Goldman increased its projection for New York prices for 2006 from $55 a barrel. The forecast for $60 oil for the ``long term'' was raised from $45 because companies aren't investing enough in new supply, according to the Aug. 17 report from the firm's commodity research analysts, including Steve Strongin in New York and Jeffrey Currie in London.
``Reinvestment rates if anything appear to be falling not rising,'' the report said. Higher taxes, a shortage of rigs and workers and a lack of available oil and gas reserves are all driving up costs, the analysts said.
Goldman Sachs earlier this year was criticized after an equity analyst there, Arjun N. Murti, said oil prices could experience a ``super spike'' to $105 a barrel should supplies be disrupted from the Middle East. Goldman is one of Wall Street's two largest commodity traders, along with Morgan Stanley.
Goldman and Morgan Stanley each get more than $1 billion a year in revenue in the $60 billion-a-day energy-trading market, according to estimates by Sanford C. Bernstein & Co. analyst Brad Hintz in New York.
Oil for September delivery on the New York Mercantile Exchange was trading at $63.77 a barrel at 11:23 a.m. London time, having dropped from a record $67.10 last week, a record for a contract nearest to expiration. Oil futures for delivery in December 2007 traded at $61.34 today.
Will Companies Follow?
The potential for oil prices to fall back to levels seen in earlier years may be delaying investment, the Goldman report said. New York crude fetched about $26 in 2002, compared with its average so far this year of $53.72.
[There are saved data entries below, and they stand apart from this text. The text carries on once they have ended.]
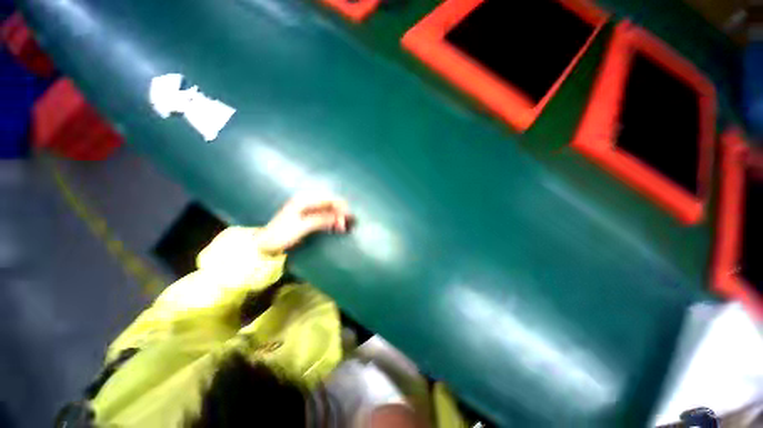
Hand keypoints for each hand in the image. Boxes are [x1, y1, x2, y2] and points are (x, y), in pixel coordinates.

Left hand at [256, 193, 351, 254]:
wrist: (266, 243)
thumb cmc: (282, 234)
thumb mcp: (302, 227)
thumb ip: (321, 220)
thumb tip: (339, 217)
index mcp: (304, 199)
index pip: (328, 199)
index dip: (341, 207)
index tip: (349, 217)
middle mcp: (307, 200)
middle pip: (330, 203)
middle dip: (339, 213)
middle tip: (344, 226)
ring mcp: (308, 208)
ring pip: (328, 209)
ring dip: (336, 218)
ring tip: (341, 228)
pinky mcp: (308, 215)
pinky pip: (324, 215)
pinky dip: (330, 220)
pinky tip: (335, 227)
Oil companies may soon follow the investment banks in planning for higher prices, Tor Kartevold, an oil market analyst at Statoil ASA, Norway's biggest oil company, said in a telephone interview from Stavanger. Such a decision would allow greater investment and help justify acquisitions.
``Historically investment banks have been quite influential in the thinking of the oil companies,'' Kartevold said in a telephone interview from Stavanger. ``The oil industry still uses prices of something between $20 and the low $30s. So there is a huge gap between the futures market and the current price assumptions of the oil companies.''
Statoil has told investors it uses an oil price assumption of between $25 and $30 a barrel for the long term, or beyond 2009. BP Plc Chief Executive John Browne on July 26 said prices are likely to drift back toward $40 a barrel.